Monster reptile with a neck like a giraffe and nostrils like a crocodile decades did not give rest to scientists. Finally, paleontologists have uncovered the mystery of the animal, as reported in the journal Current Biology.
A creature called tanystropheus (Tanystropheus), could be the godfather of the legendary Loch ness monster in Scotland: he had a similar habitat. The study showed the University of Zurich (UZH, Switzerland), tanystropheus lived in water of about 242 million years ago.
With the help of computer tomography, an international team of paleontologists the bones collected "model" monster of the detected fragments.

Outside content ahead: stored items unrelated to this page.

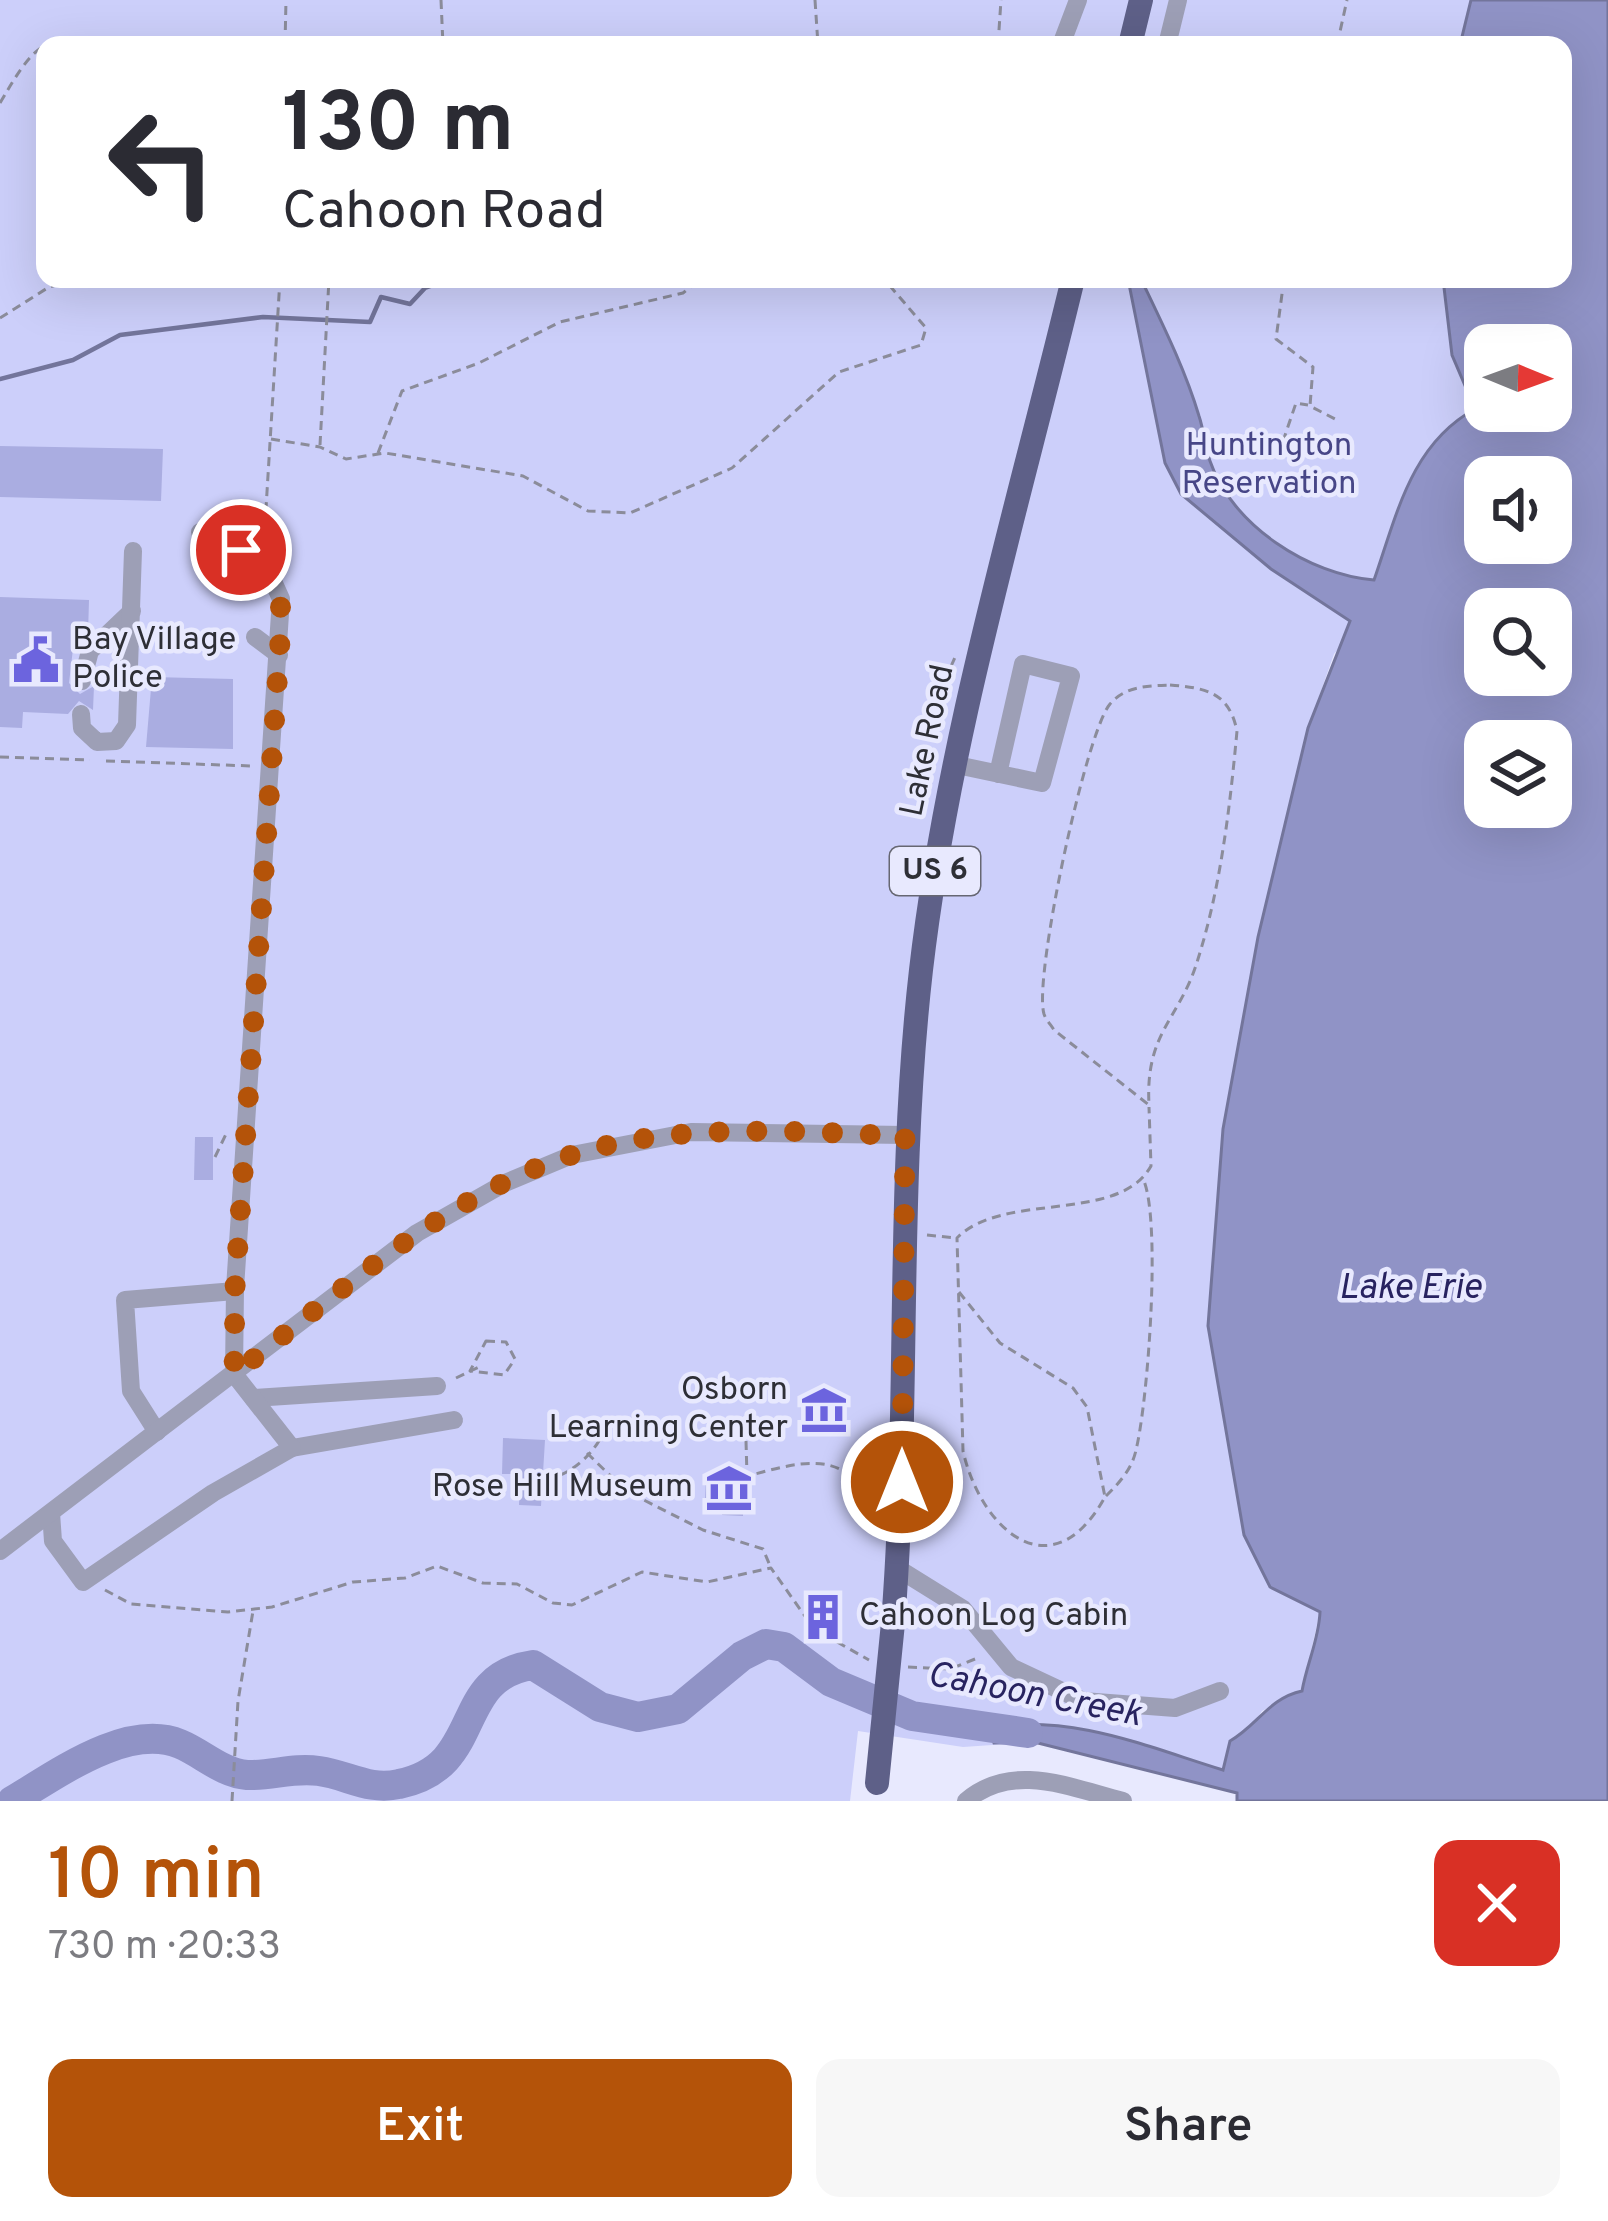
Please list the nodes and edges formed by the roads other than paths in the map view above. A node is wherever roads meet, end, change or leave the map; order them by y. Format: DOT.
graph roads {
  1 [pos="1078,0"];
  2 [pos="1141,0"];
  3 [pos="1178,0"];
  4 [pos="1064,36"];
  5 [pos="1132,36"];
  6 [pos="1169,36"];
  7 [pos="1071,288"];
  8 [pos="200,532"];
  9 [pos="134,551"];
  10 [pos="132,611"];
  11 [pos="255,638"];
  12 [pos="279,655"];
  13 [pos="82,681"];
  14 [pos="81,714"];
  15 [pos="957,765"];
  16 [pos="998,774"];
  17 [pos="905,1136"];
  18 [pos="235,1291"];
  19 [pos="234,1374"];
  20 [pos="437,1386"];
  21 [pos="253,1398"];
  22 [pos="454,1420"];
  23 [pos="157,1432"];
  24 [pos="292,1448"];
  25 [pos="51,1513"];
  26 [pos="0,1551"];
  27 [pos="897,1568"];
  28 [pos="1220,1691"];
  29 [pos="876,1792"];
  30 [pos="966,1801"];
  31 [pos="1124,1801"];
  1 -- 4 [label="street"];
  2 -- 5 [label="main road"];
  3 -- 6 [label="street"];
  7 -- 15 [label="main road, Lake Road / US 6"];
  8 -- 12 [label="street"];
  9 -- 10 [label="street"];
  10 -- 13 [label="street"];
  10 -- 14 [label="street"];
  11 -- 12 [label="street"];
  12 -- 18 [label="street"];
  15 -- 16 [label="street"];
  15 -- 17 [label="main road, Lake Road / US 6"];
  16 -- 16 [label="street"];
  17 -- 19 [label="street"];
  17 -- 27 [label="main road, Lake Road / US 6"];
  18 -- 19 [label="street"];
  18 -- 23 [label="street"];
  19 -- 21 [label="street"];
  19 -- 23 [label="street"];
  20 -- 21 [label="street"];
  21 -- 24 [label="street"];
  22 -- 24 [label="street"];
  23 -- 25 [label="street"];
  24 -- 25 [label="street"];
  25 -- 26 [label="street"];
  27 -- 28 [label="street"];
  27 -- 29 [label="main road, Lake Road / US 6, bridge"];
  30 -- 31 [label="street"];
}
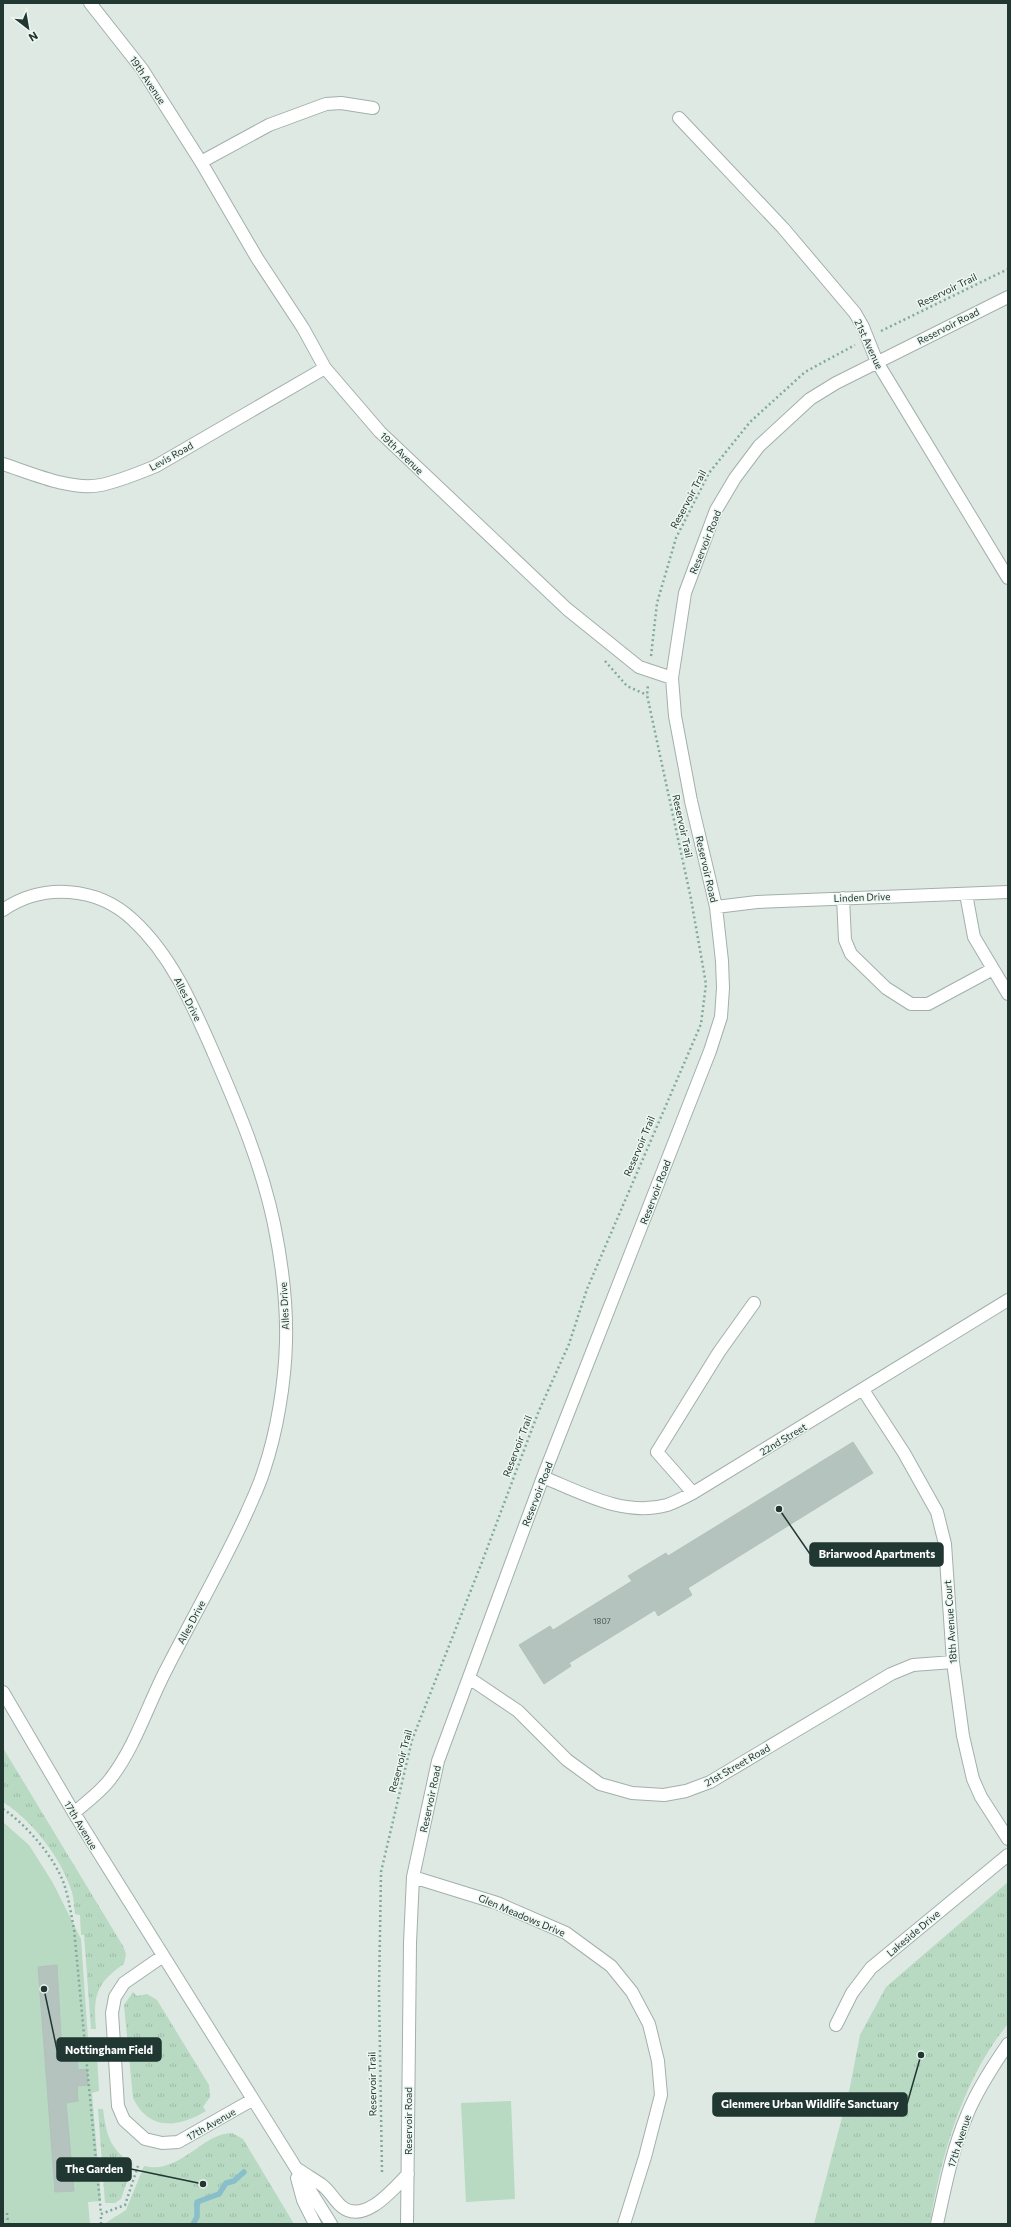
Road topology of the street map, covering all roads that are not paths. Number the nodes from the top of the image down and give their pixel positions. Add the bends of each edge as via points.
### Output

They were able to reconstruct the skull in three dimensions, and recreated "portrait" puzzled. The nostrils of anistropy was located on the upper part of the muzzle, as in modern crocodiles. The teeth were long and curved, which made them ideal hunters for catching slippery prey such as fish and squid. However, judging by the limbs and tail, Tanystropheus was not a good swimmer.
Reptile with a length of almost six meters, "probably slowly sailed in troubled waters, secretly approaching its prey" says paleontologist from UZH Stephan Speakman. – Small head and very long neck helped it to remain unnoticed for as long as possible". Neck anistropy was three times longer than the torso. For a long time paleontologists were puzzled where this animal lived on land or in the water. Remains found more than a hundred years ago in the 1000-meter-high mountain of Monte San Giorgio (the border of Switzerland and Italy), hints were not given. And finally, the answer is found.
Scientists have also adjusted the assumption that fossils of anistropy belonged to young and adult individuals of closely related species.
This they found by the annual rings on the bones of small animals (basic trees). And these rings indicate that the small reptiles were adults. According to Spykman, these two types of tanystropheus not competed: small reptiles probably ate shellfish such as crabs, while the larger preyed on large fish and octopus.